Votre association, le Volksbund, est intimement liée à l’histoire européenne ?
Le Volksbund a été fondé en 1919 par des vétérans et des familles de disparus de la Première Guerre mondiale. Sa mission : construire et entretenir les cimetières militaires allemands issus des deux conflits mondiaux et en faire des espaces pérennes de mémoire et d’apprentissage de l’histoire. Au-delà d’être des lieux de deuil, les cimetières militaires remplissent des fonctions mémorielle et pédagogique. Depuis les années cinquante, le Volksbund organise des chantiers de jeunes et des séjours scolaires pour l’entretien des cimetières et leur exploitation pédagogique, dans le but d’ancrer la volonté de paix dans la société civile, en confrontant les jeunes à ce que ces lieux racontent du passé. Au fur et à mesure que le travail de réconciliation avance entre pays, les chantiers s’internationalisent. Les partenaires œuvrent ensemble pour une prise de conscience des différences de politique mémorielle selon les pays, des positionnements variés vis-à-vis de l’héritage commun européen, et du fait que l’on peut malgré tout aller vers un avenir de paix.

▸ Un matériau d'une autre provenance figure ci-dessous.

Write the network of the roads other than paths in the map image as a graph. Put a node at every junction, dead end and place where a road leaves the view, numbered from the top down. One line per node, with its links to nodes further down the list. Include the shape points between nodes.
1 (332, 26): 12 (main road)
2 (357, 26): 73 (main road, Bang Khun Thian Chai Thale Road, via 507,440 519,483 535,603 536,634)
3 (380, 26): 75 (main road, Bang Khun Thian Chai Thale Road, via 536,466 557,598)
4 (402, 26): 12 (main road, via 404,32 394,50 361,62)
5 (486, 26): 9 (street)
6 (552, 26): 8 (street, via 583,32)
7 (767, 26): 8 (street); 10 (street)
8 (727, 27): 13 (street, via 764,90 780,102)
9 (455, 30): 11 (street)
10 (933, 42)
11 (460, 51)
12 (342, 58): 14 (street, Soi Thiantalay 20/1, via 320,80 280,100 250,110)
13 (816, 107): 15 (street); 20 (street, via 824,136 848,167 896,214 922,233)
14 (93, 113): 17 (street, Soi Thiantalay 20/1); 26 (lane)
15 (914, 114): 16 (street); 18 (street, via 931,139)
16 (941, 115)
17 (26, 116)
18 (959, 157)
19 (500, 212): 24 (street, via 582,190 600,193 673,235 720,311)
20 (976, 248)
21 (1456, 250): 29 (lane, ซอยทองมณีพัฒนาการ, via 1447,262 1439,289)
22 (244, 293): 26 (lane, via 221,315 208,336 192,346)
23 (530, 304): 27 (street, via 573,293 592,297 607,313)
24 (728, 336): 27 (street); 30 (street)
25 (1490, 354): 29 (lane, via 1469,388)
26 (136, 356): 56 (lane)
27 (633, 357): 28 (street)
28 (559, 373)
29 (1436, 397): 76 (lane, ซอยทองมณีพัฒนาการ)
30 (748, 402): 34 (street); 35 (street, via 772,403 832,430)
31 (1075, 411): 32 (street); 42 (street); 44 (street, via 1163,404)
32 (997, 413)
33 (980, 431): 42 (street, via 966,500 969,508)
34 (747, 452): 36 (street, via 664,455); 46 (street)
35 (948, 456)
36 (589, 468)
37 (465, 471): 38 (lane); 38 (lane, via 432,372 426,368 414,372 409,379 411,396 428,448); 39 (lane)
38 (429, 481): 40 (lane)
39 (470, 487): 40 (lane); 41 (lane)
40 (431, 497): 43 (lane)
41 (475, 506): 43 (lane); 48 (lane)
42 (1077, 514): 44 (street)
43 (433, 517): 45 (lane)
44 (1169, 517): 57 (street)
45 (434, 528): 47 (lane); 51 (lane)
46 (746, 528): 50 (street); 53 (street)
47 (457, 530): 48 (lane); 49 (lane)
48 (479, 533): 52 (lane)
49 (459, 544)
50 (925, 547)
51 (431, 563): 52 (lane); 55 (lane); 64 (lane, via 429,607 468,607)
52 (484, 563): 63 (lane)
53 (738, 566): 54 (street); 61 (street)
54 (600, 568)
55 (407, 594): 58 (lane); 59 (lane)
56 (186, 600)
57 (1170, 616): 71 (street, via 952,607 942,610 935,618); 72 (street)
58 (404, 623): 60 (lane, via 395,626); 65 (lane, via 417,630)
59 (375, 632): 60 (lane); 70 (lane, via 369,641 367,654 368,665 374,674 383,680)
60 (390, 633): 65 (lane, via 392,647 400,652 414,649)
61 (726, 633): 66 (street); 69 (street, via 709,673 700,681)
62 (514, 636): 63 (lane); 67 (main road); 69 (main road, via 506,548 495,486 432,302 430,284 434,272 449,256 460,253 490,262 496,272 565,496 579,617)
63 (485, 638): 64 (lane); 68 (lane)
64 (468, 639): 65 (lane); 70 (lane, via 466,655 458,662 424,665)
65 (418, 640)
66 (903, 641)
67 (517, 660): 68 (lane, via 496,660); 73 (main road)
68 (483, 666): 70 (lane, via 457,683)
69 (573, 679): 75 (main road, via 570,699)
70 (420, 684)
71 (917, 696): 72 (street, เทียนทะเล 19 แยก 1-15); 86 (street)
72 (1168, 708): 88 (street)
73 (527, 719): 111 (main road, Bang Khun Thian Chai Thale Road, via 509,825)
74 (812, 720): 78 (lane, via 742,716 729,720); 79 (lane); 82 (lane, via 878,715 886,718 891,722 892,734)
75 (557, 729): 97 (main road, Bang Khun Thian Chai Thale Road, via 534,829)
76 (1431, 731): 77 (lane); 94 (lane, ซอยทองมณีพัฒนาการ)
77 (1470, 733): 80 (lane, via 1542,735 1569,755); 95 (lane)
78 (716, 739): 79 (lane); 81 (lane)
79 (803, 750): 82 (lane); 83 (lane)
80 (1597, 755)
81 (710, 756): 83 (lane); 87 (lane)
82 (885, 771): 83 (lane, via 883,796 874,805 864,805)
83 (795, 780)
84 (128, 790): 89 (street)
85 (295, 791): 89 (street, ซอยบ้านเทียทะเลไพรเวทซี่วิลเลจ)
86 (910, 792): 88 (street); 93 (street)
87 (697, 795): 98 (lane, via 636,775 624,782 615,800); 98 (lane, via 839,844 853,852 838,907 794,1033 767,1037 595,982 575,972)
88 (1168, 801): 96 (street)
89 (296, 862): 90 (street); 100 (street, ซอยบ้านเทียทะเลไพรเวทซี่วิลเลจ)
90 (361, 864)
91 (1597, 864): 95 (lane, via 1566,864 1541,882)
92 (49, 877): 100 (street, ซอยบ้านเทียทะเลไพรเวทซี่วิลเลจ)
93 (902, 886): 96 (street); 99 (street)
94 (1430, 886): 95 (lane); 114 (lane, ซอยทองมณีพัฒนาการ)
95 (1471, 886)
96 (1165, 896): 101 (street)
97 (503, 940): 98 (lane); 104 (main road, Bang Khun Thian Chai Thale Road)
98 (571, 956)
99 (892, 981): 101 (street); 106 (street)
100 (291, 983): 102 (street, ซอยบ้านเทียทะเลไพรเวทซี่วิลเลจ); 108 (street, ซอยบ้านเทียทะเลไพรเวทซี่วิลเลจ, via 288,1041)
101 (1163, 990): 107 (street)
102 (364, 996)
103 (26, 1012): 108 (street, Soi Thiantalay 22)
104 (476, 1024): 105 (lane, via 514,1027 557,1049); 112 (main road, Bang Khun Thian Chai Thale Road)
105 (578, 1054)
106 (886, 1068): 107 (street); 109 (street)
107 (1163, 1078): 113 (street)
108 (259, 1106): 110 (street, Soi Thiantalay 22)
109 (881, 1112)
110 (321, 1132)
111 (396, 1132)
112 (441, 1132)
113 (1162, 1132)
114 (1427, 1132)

L’éducation à la paix doit-elle passer par un devoir de mémoire ?
Je me sens un peu gênée par l’expression « éducation à la paix ». Je travaille davantage pour une éducation à la réflexion sur les phénomènes de guerre et de paix. Il faut avant tout comprendre l’histoire, pouvoir avoir du recul sur la situation. La médiation du patrimoine historique, le travail sur la mémoire donnent des repères. C’est en réfléchissant à ce qui est comparable ou non à travers les époques que l’on peut se forger des convictions, faire le meilleur usage possible de son libre-arbitre. Par exemple, nos quatre centres pédagogiques sont à proximité immédiate de cimetières militaires allemands. Dans celui de Niederbronn-les-Bains en Grand-Est, il y a la tombe d’un soldat ukrainien qui a combattu volontairement en tant que SS pendant la Seconde Guerre mondiale. C’est une donnée historique méconnue qui a concerné 200 000 Ukrainiens. Vladimir Poutine fonde le ressort de sa rhétorique là-dessus quand il dit vouloir « dénazifier l’Ukraine ». En parler avec les jeunes que nous accueillons au Volksbund, cela permet d’analyser les effets qu’une instrumentalisation de l’histoire à des fins impérialistes produit aujourd’hui dans une société de l’information.